Task prompt: Tally every line of the entries that contains the string "nodes", then reply with only that number.

Stored data:
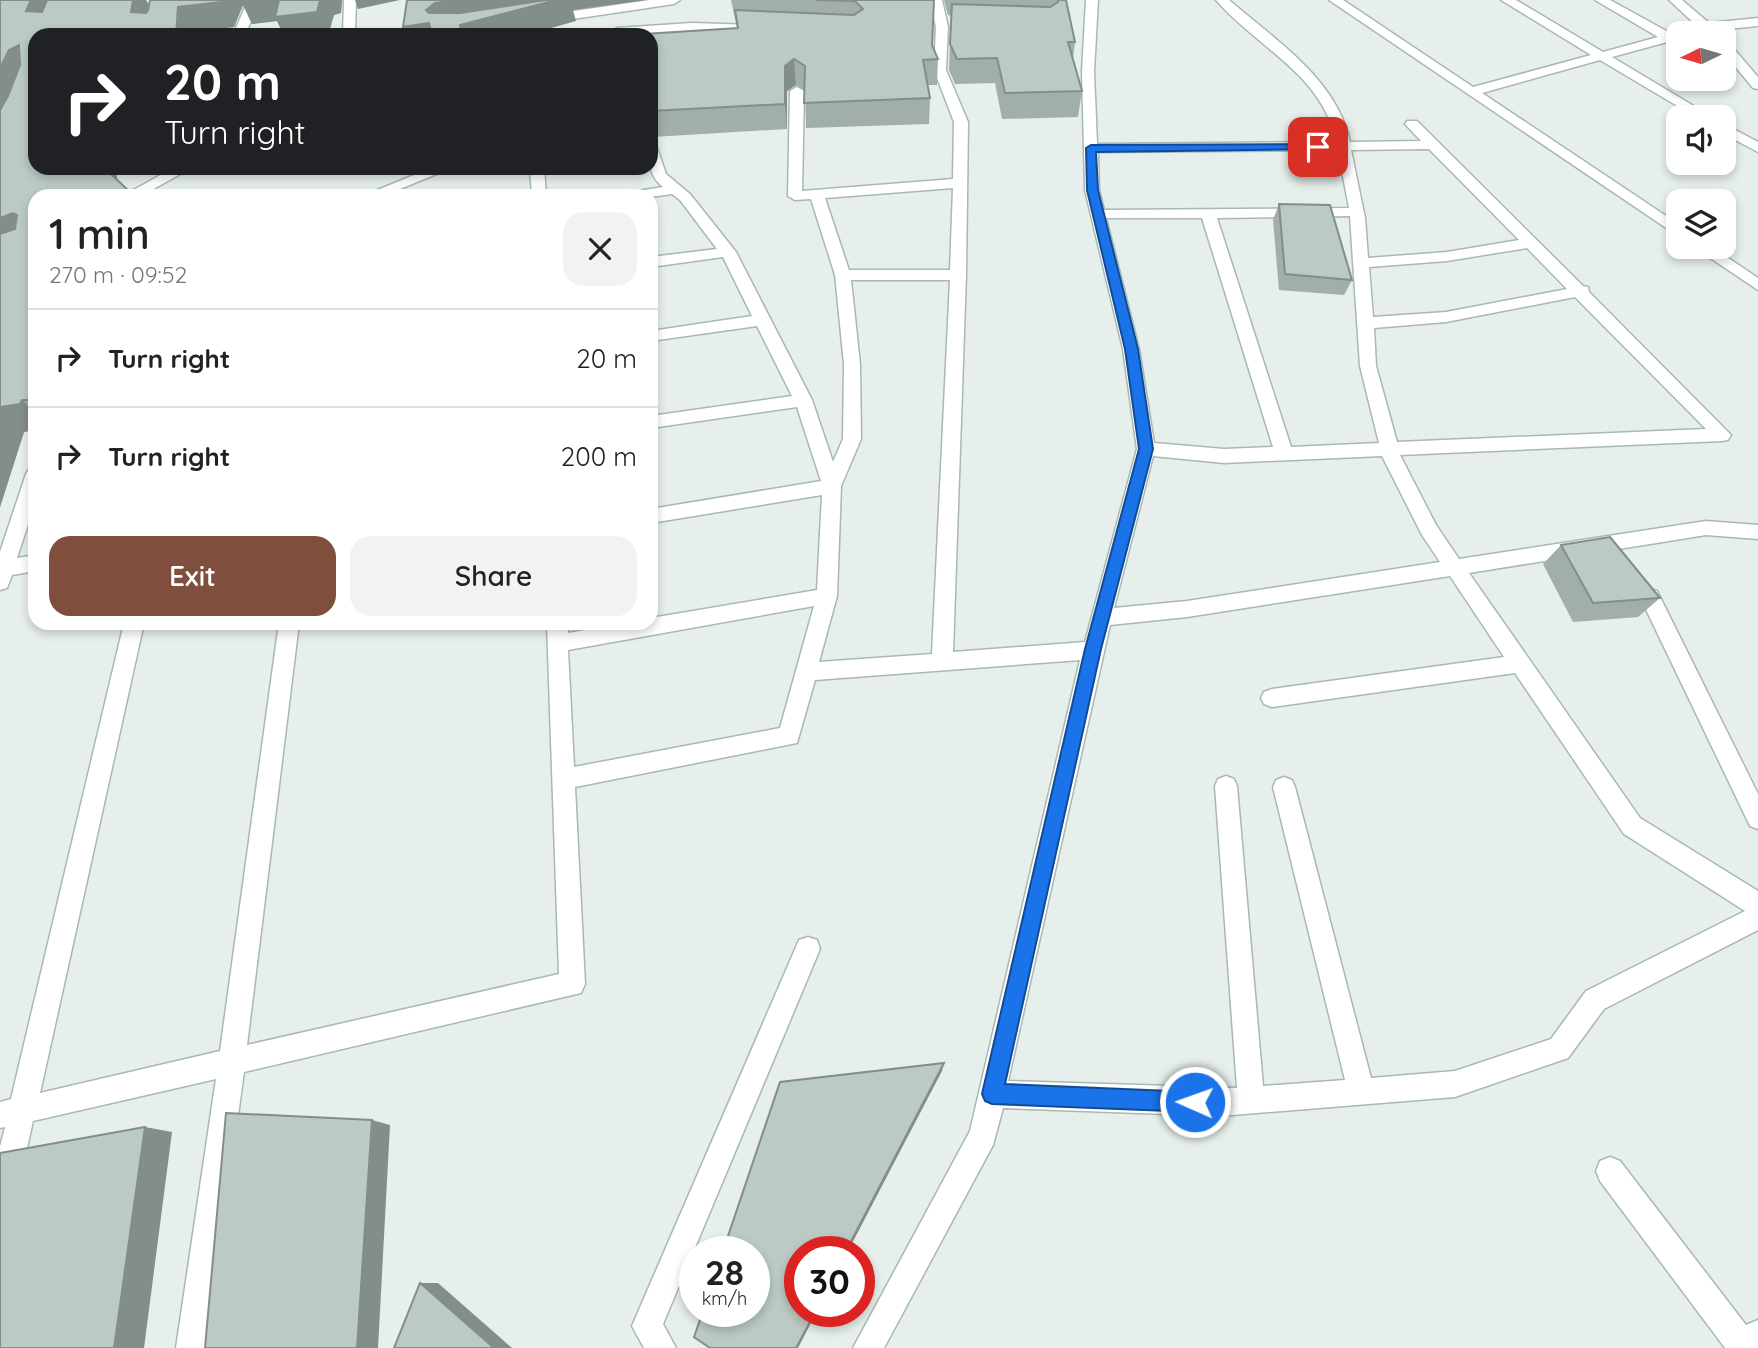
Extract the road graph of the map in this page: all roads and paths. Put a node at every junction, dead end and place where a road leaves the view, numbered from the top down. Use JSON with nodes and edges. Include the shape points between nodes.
{"nodes":[{"id":1,"x":254,"y":0,"type":"edge"},
{"id":2,"x":350,"y":0,"type":"edge"},
{"id":3,"x":674,"y":0,"type":"edge"},
{"id":4,"x":936,"y":0,"type":"edge"},
{"id":5,"x":1092,"y":0,"type":"edge"},
{"id":6,"x":1222,"y":0,"type":"edge"},
{"id":7,"x":1335,"y":0,"type":"edge"},
{"id":8,"x":1507,"y":0,"type":"edge"},
{"id":9,"x":1601,"y":0,"type":"edge"},
{"id":10,"x":1675,"y":0,"type":"edge"},
{"id":11,"x":614,"y":9,"type":"junction"},
{"id":12,"x":532,"y":21,"type":"edge"},
{"id":13,"x":1700,"y":21,"type":"edge"},
{"id":14,"x":1758,"y":22,"type":"edge"},
{"id":15,"x":1736,"y":26,"type":"edge"},
{"id":16,"x":242,"y":28,"type":"edge"},
{"id":17,"x":349,"y":28,"type":"edge"},
{"id":18,"x":616,"y":28,"type":"edge"},
{"id":19,"x":658,"y":30,"type":"edge"},
{"id":20,"x":773,"y":30,"type":"edge"},
{"id":21,"x":1666,"y":30,"type":"edge"},
{"id":22,"x":1666,"y":38,"type":"edge"},
{"id":23,"x":1601,"y":56,"type":"junction"},
{"id":24,"x":1736,"y":59,"type":"edge"},
{"id":25,"x":1758,"y":85,"type":"edge"},
{"id":26,"x":797,"y":91,"type":"dead end"},
{"id":27,"x":1473,"y":91,"type":"junction"},
{"id":28,"x":1685,"y":105,"type":"edge"},
{"id":29,"x":1412,"y":124,"type":"dead end"},
{"id":30,"x":1736,"y":135,"type":"edge"},
{"id":31,"x":1433,"y":145,"type":"junction"},
{"id":32,"x":1343,"y":147,"type":"junction"},
{"id":33,"x":1091,"y":148,"type":"junction"},
{"id":34,"x":1758,"y":148,"type":"edge"},
{"id":35,"x":658,"y":172,"type":"edge"},
{"id":36,"x":170,"y":175,"type":"edge"},
{"id":37,"x":426,"y":175,"type":"edge"},
{"id":38,"x":960,"y":183,"type":"junction"},
{"id":39,"x":676,"y":188,"type":"junction"},
{"id":40,"x":144,"y":189,"type":"edge"},
{"id":41,"x":388,"y":189,"type":"edge"},
{"id":42,"x":658,"y":191,"type":"edge"},
{"id":43,"x":817,"y":194,"type":"junction"},
{"id":44,"x":1356,"y":212,"type":"junction"},
{"id":45,"x":1208,"y":213,"type":"junction"},
{"id":46,"x":1098,"y":214,"type":"junction"},
{"id":47,"x":1666,"y":223,"type":"edge"},
{"id":48,"x":1532,"y":242,"type":"junction"},
{"id":49,"x":728,"y":252,"type":"junction"},
{"id":50,"x":1720,"y":259,"type":"edge"},
{"id":51,"x":658,"y":261,"type":"edge"},
{"id":52,"x":1361,"y":263,"type":"junction"},
{"id":53,"x":843,"y":275,"type":"junction"},
{"id":54,"x":958,"y":275,"type":"junction"},
{"id":55,"x":1758,"y":285,"type":"edge"},
{"id":56,"x":1582,"y":291,"type":"junction"},
{"id":57,"x":761,"y":320,"type":"junction"},
{"id":58,"x":1366,"y":323,"type":"junction"},
{"id":59,"x":658,"y":335,"type":"edge"},
{"id":60,"x":803,"y":400,"type":"junction"},
{"id":61,"x":658,"y":421,"type":"edge"},
{"id":62,"x":1389,"y":447,"type":"junction"},
{"id":63,"x":1146,"y":449,"type":"junction"},
{"id":64,"x":1284,"y":453,"type":"junction"},
{"id":65,"x":832,"y":486,"type":"junction"},
{"id":66,"x":28,"y":495,"type":"edge"},
{"id":67,"x":658,"y":515,"type":"edge"},
{"id":68,"x":1758,"y":531,"type":"edge"},
{"id":69,"x":28,"y":565,"type":"edge"},
{"id":70,"x":1455,"y":567,"type":"junction"},
{"id":71,"x":2,"y":573,"type":"edge"},
{"id":72,"x":827,"y":596,"type":"junction"},
{"id":73,"x":1650,"y":597,"type":"edge"},
{"id":74,"x":1102,"y":617,"type":"junction"},
{"id":75,"x":658,"y":619,"type":"edge"},
{"id":76,"x":132,"y":630,"type":"edge"},
{"id":77,"x":288,"y":630,"type":"edge"},
{"id":78,"x":579,"y":630,"type":"edge"},
{"id":79,"x":557,"y":633,"type":"edge"},
{"id":80,"x":1093,"y":649,"type":"junction"},
{"id":81,"x":942,"y":661,"type":"junction"},
{"id":82,"x":1521,"y":663,"type":"junction"},
{"id":83,"x":807,"y":672,"type":"junction"},
{"id":84,"x":1272,"y":698,"type":"dead end"},
{"id":85,"x":564,"y":779,"type":"junction"},
{"id":86,"x":1226,"y":786,"type":"dead end"},
{"id":87,"x":1284,"y":787,"type":"dead end"},
{"id":88,"x":1758,"y":818,"type":"edge"},
{"id":89,"x":1758,"y":905,"type":"edge"},
{"id":90,"x":1758,"y":917,"type":"edge"},
{"id":91,"x":808,"y":949,"type":"dead end"},
{"id":92,"x":232,"y":1062,"type":"junction"},
{"id":93,"x":1361,"y":1092,"type":"junction"},
{"id":94,"x":992,"y":1094,"type":"junction"},
{"id":95,"x":1251,"y":1100,"type":"junction"},
{"id":96,"x":11,"y":1112,"type":"edge"},
{"id":97,"x":1610,"y":1171,"type":"dead end"},
{"id":98,"x":0,"y":1208,"type":"edge"},
{"id":99,"x":1758,"y":1335,"type":"edge"},
{"id":100,"x":191,"y":1348,"type":"edge"},
{"id":101,"x":661,"y":1348,"type":"edge"},
{"id":102,"x":868,"y":1348,"type":"edge"}],
"edges":[{"from":1,"to":16,"type":"street"},
{"from":2,"to":17,"type":"street"},
{"from":3,"to":11,"type":"street"},
{"from":4,"to":38,"type":"street","via":[[948,22],[940,70],[961,122]]},
{"from":5,"to":33,"type":"street","via":[[1088,71]]},
{"from":6,"to":32,"type":"street","via":[[1310,76],[1339,122]]},
{"from":7,"to":27,"type":"street"},
{"from":8,"to":23,"type":"street"},
{"from":9,"to":21,"type":"street"},
{"from":10,"to":13,"type":"street"},
{"from":11,"to":12,"type":"street"},
{"from":11,"to":18,"type":"street"},
{"from":14,"to":15,"type":"street"},
{"from":19,"to":20,"type":"street"},
{"from":22,"to":23,"type":"street"},
{"from":23,"to":27,"type":"street"},
{"from":23,"to":28,"type":"street"},
{"from":24,"to":25,"type":"street"},
{"from":26,"to":43,"type":"street","via":[[795,196]]},
{"from":27,"to":47,"type":"street"},
{"from":29,"to":31,"type":"street"},
{"from":30,"to":34,"type":"street"},
{"from":31,"to":32,"type":"street"},
{"from":31,"to":48,"type":"street"},
{"from":32,"to":33,"type":"street"},
{"from":32,"to":44,"type":"street"},
{"from":33,"to":46,"type":"street"},
{"from":35,"to":39,"type":"street"},
{"from":36,"to":40,"type":"street"},
{"from":37,"to":41,"type":"street"},
{"from":38,"to":43,"type":"street"},
{"from":38,"to":54,"type":"street"},
{"from":39,"to":42,"type":"street"},
{"from":39,"to":49,"type":"street"},
{"from":43,"to":53,"type":"street"},
{"from":44,"to":45,"type":"street"},
{"from":44,"to":52,"type":"street"},
{"from":45,"to":46,"type":"street"},
{"from":45,"to":64,"type":"street"},
{"from":46,"to":63,"type":"street","via":[[1131,349]]},
{"from":48,"to":52,"type":"street","via":[[1434,259]]},
{"from":48,"to":56,"type":"street"},
{"from":49,"to":51,"type":"street"},
{"from":49,"to":57,"type":"street"},
{"from":50,"to":55,"type":"street"},
{"from":52,"to":58,"type":"street"},
{"from":53,"to":54,"type":"street"},
{"from":53,"to":65,"type":"street","via":[[852,364],[852,439]]},
{"from":54,"to":81,"type":"street"},
{"from":56,"to":58,"type":"street","via":[[1446,317]]},
{"from":56,"to":62,"type":"street","via":[[1722,435]]},
{"from":57,"to":59,"type":"street"},
{"from":57,"to":60,"type":"street"},
{"from":58,"to":62,"type":"street","via":[[1368,366]]},
{"from":60,"to":61,"type":"street"},
{"from":60,"to":65,"type":"street"},
{"from":62,"to":64,"type":"street"},
{"from":62,"to":70,"type":"street","via":[[1429,530]]},
{"from":63,"to":64,"type":"street","via":[[1224,456]]},
{"from":63,"to":74,"type":"street"},
{"from":65,"to":67,"type":"street"},
{"from":65,"to":72,"type":"street"},
{"from":66,"to":71,"type":"street"},
{"from":68,"to":70,"type":"street","via":[[1706,528]]},
{"from":69,"to":71,"type":"street"},
{"from":70,"to":74,"type":"street","via":[[1187,609]]},
{"from":70,"to":82,"type":"street"},
{"from":72,"to":75,"type":"street"},
{"from":72,"to":83,"type":"street"},
{"from":73,"to":88,"type":"street"},
{"from":74,"to":80,"type":"street"},
{"from":76,"to":96,"type":"street"},
{"from":77,"to":92,"type":"street"},
{"from":78,"to":79,"type":"street"},
{"from":79,"to":85,"type":"street"},
{"from":80,"to":81,"type":"street"},
{"from":80,"to":94,"type":"street"},
{"from":81,"to":83,"type":"street"},
{"from":82,"to":84,"type":"street"},
{"from":82,"to":89,"type":"street","via":[[1632,826]]},
{"from":83,"to":85,"type":"street","via":[[789,736]]},
{"from":85,"to":92,"type":"street","via":[[572,984]]},
{"from":86,"to":95,"type":"street"},
{"from":87,"to":93,"type":"street"},
{"from":90,"to":93,"type":"street","via":[[1595,1000],[1559,1049],[1455,1084]]},
{"from":91,"to":101,"type":"street","via":[[647,1326]]},
{"from":92,"to":96,"type":"street"},
{"from":92,"to":100,"type":"street"},
{"from":93,"to":95,"type":"street"},
{"from":94,"to":95,"type":"street","via":[[1220,1104]]},
{"from":94,"to":102,"type":"street","via":[[983,1135]]},
{"from":96,"to":98,"type":"street"},
{"from":97,"to":99,"type":"street","via":[[1741,1344]]}]}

Result of the task: 2